START Material for this task

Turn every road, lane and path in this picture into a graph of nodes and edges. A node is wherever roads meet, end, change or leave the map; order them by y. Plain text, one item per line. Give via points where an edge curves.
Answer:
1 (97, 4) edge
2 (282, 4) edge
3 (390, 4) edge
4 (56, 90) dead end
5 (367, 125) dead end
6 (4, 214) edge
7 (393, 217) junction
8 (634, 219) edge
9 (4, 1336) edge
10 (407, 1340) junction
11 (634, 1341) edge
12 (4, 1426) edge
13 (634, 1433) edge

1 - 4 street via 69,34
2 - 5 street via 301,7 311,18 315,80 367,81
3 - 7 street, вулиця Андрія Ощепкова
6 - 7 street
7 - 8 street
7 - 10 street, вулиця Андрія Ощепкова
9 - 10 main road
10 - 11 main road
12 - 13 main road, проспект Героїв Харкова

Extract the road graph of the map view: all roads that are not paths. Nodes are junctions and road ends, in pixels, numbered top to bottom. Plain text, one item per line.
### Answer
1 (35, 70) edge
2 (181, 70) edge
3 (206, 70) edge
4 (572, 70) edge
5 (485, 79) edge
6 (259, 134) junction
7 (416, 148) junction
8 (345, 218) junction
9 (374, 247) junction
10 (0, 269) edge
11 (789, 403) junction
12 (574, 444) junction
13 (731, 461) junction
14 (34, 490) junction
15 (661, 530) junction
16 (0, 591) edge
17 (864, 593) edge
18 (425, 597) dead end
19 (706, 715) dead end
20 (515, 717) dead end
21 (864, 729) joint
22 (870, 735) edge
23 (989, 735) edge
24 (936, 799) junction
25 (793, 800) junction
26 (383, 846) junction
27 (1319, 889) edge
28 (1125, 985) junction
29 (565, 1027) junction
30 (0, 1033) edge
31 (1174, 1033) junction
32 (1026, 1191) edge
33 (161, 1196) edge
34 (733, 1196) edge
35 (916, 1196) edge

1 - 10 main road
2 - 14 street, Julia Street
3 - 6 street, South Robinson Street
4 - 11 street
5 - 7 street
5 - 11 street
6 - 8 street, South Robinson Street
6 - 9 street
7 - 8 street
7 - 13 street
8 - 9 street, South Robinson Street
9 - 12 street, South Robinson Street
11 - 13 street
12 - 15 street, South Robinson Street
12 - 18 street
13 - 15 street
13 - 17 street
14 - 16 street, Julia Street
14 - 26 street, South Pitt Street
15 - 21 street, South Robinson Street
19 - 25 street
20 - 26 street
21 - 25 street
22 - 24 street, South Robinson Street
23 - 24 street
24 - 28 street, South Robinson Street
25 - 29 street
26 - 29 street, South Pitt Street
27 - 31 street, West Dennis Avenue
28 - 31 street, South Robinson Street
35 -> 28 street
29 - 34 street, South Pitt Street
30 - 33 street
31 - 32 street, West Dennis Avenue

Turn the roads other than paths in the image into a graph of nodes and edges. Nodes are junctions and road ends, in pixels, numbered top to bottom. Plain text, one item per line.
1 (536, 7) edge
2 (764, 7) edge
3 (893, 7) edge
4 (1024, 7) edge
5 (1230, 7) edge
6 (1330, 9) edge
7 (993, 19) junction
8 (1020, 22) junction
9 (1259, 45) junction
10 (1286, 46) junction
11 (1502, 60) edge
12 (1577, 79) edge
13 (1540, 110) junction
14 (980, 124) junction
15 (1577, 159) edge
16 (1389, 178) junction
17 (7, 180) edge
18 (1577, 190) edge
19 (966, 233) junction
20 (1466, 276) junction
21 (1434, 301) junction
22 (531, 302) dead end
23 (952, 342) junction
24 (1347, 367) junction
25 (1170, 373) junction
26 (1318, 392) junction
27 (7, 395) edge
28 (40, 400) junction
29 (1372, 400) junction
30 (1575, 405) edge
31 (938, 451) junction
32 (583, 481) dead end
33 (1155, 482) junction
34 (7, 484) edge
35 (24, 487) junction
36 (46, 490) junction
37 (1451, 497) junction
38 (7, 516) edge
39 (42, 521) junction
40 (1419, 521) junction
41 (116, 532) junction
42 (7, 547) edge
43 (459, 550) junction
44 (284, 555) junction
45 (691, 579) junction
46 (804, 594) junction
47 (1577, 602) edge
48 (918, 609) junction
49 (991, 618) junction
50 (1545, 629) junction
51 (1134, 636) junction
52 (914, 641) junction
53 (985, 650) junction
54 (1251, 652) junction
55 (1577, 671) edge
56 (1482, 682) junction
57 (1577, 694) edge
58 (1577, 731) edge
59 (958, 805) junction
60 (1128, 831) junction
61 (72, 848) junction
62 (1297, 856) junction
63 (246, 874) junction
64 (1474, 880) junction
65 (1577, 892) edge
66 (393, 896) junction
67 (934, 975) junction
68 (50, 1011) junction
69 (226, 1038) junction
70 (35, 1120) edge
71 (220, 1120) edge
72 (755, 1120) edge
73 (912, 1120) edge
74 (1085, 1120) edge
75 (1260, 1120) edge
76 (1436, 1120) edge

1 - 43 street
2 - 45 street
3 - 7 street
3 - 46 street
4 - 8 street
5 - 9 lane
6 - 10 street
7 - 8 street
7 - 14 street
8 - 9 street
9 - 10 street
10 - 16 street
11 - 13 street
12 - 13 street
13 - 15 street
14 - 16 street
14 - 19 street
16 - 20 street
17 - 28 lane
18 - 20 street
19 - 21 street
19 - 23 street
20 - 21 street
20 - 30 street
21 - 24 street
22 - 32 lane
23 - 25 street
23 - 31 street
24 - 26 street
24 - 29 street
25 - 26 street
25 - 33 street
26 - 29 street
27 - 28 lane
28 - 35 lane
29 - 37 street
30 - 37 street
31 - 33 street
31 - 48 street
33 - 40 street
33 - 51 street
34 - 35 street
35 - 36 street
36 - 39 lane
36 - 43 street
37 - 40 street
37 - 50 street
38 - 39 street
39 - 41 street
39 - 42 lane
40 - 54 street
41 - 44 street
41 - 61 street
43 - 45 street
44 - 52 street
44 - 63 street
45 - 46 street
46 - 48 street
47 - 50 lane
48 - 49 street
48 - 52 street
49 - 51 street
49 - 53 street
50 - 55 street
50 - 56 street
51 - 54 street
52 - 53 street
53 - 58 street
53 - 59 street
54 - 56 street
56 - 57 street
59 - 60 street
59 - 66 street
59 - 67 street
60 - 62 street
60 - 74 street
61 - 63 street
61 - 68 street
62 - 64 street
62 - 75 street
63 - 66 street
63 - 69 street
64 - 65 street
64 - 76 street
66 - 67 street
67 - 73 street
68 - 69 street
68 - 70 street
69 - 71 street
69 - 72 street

END Material for this task

> **Assignment**
Identify and extract each line of the listing that contains "вулиця".

> **Answer space**
3 - 7 street, вулиця Андрія Ощепкова
7 - 10 street, вулиця Андрія Ощепкова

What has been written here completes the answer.